● What to produce:
Whenever a line in the data holds the string "links", copy that line.

● Supplied entries:
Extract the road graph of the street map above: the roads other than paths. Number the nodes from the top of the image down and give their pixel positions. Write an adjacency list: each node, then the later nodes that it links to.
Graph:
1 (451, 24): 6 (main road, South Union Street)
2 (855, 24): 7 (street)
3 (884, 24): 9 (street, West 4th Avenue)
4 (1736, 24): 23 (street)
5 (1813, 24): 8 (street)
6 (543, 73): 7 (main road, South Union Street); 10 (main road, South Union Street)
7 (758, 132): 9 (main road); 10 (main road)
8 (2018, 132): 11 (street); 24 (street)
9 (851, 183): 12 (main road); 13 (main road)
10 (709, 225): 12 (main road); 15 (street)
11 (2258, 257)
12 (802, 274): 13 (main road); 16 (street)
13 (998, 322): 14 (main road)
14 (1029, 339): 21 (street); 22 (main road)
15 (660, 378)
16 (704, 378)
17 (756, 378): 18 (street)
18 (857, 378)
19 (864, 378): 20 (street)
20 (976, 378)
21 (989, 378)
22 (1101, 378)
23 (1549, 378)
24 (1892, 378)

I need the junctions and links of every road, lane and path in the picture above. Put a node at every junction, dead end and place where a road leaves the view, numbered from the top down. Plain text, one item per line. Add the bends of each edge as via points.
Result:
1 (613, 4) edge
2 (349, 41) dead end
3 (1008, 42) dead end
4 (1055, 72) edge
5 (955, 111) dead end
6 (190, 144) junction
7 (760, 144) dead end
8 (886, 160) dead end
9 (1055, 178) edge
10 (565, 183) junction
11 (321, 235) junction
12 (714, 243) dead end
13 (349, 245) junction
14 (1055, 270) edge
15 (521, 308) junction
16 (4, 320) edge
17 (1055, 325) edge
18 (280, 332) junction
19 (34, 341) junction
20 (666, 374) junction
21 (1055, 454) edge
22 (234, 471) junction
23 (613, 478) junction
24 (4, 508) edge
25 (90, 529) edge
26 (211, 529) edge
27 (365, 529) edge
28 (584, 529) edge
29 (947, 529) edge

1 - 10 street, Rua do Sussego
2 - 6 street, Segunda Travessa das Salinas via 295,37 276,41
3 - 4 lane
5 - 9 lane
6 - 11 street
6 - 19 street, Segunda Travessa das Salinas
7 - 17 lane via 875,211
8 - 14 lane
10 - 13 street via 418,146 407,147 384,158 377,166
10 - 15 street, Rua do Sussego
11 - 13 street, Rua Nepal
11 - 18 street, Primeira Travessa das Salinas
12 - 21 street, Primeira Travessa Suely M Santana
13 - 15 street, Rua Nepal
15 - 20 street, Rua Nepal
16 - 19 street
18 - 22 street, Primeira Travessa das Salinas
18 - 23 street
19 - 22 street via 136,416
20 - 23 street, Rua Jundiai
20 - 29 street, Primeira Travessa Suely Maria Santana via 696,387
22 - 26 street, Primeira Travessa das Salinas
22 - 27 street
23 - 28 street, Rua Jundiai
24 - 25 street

● Task output:
Extract the road graph of the street map above: the roads other than paths. Number the nodes from the top of the image down and give their pixel positions. Write an adjacency list: each node, then the later nodes that it links to.
I need the junctions and links of every road, lane and path in the picture above. Put a node at every junction, dead end and place where a road leaves the view, numbered from the top down. Plain text, one item per line. Add the bends of each edge as via points.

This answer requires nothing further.